(Human pose keypoint data)
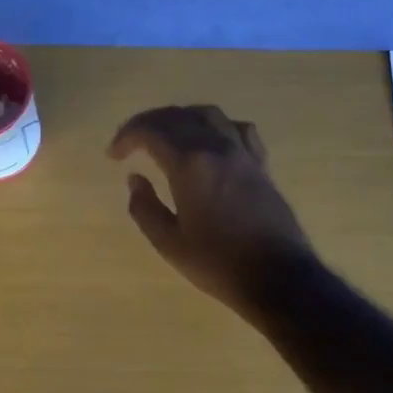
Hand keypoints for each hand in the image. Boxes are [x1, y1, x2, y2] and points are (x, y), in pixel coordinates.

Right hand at [108, 105, 315, 318]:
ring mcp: (243, 153)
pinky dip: (216, 126)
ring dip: (181, 117)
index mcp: (190, 164)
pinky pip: (237, 128)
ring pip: (209, 114)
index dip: (127, 136)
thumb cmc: (218, 264)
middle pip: (178, 116)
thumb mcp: (170, 243)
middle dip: (149, 123)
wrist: (278, 277)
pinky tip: (210, 141)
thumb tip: (136, 179)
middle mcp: (217, 147)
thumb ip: (145, 208)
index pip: (151, 131)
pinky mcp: (261, 164)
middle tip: (131, 142)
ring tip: (166, 135)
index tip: (114, 155)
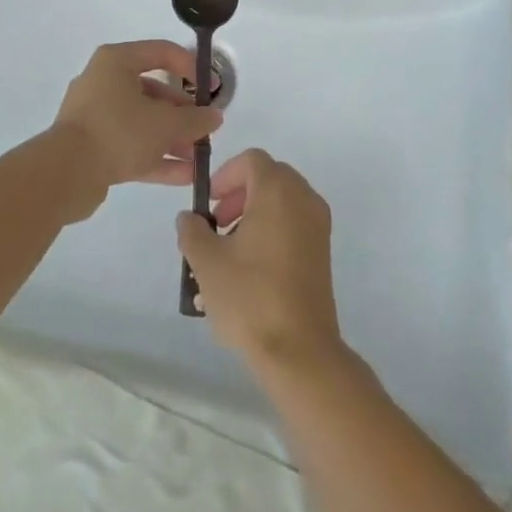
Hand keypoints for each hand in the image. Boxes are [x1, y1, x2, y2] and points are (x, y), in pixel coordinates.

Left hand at [50, 41, 222, 217]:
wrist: (64, 175)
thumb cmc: (117, 131)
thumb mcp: (164, 123)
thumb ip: (194, 119)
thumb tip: (215, 117)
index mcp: (117, 61)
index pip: (161, 52)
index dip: (190, 66)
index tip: (211, 87)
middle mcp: (104, 82)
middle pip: (153, 91)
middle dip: (182, 112)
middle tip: (205, 128)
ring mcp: (97, 116)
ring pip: (143, 121)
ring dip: (172, 137)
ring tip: (199, 155)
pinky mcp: (93, 147)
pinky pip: (131, 145)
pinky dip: (156, 156)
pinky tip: (185, 175)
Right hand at [176, 149, 342, 375]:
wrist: (300, 352)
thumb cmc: (251, 297)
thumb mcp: (207, 263)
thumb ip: (192, 232)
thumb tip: (189, 218)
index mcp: (278, 190)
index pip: (251, 160)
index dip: (226, 175)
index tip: (208, 204)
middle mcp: (303, 198)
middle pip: (268, 177)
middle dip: (239, 195)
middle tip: (217, 226)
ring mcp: (318, 225)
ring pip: (281, 203)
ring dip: (253, 215)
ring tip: (229, 254)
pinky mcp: (322, 253)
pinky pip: (294, 225)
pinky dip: (271, 232)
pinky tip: (250, 271)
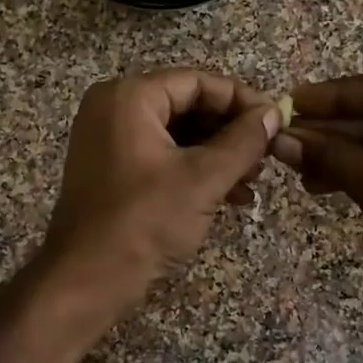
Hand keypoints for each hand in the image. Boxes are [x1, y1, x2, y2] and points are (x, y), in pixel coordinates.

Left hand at [42, 68, 282, 313]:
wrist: (86, 280)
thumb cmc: (144, 222)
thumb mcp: (203, 179)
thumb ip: (243, 141)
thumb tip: (274, 113)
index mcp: (129, 97)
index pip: (197, 82)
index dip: (241, 100)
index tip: (276, 121)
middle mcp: (114, 109)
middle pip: (187, 105)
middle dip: (231, 132)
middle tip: (267, 155)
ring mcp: (109, 140)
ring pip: (177, 135)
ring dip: (218, 155)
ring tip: (254, 181)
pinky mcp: (112, 170)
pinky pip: (162, 157)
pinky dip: (195, 172)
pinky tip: (231, 197)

### About this exercise
What the answer needs is every line from the one containing "index pip: (251, 160)" through the final line of the data above, copied exactly, without pictures.

### Finished task
index pip: (251, 160)
index dip: (226, 175)
index tip: (208, 204)
middle mcp: (303, 198)
middle pip: (268, 177)
middle dip: (239, 195)
middle tip: (217, 226)
ring mcp: (318, 225)
ring pip: (281, 203)
ring dip: (253, 215)
ring tip: (229, 254)
pinky mcp: (322, 253)
pinky pip: (294, 225)
pinky dip: (271, 232)
pinky tip: (250, 271)
Hand keypoints for each hand in the image. Boxes are [x1, y1, x2, y2] and points are (x, y), in pixel coordinates.

Left hand at [42, 68, 282, 313]:
wrist: (86, 280)
thumb cmc: (144, 222)
thumb mcp: (203, 179)
thumb ip: (243, 141)
thumb tip: (274, 113)
index mcp: (129, 97)
index pip: (197, 82)
index dip: (241, 100)
index tip: (276, 121)
middle mcp: (114, 109)
middle pip: (187, 105)
middle dip: (231, 132)
middle tip: (267, 155)
ring mcp: (109, 140)
ring pip: (177, 135)
ring dip: (218, 155)
ring tip: (254, 181)
pinky mcp: (112, 170)
pinky pip: (162, 157)
pinky dip: (195, 172)
pinky tip: (231, 197)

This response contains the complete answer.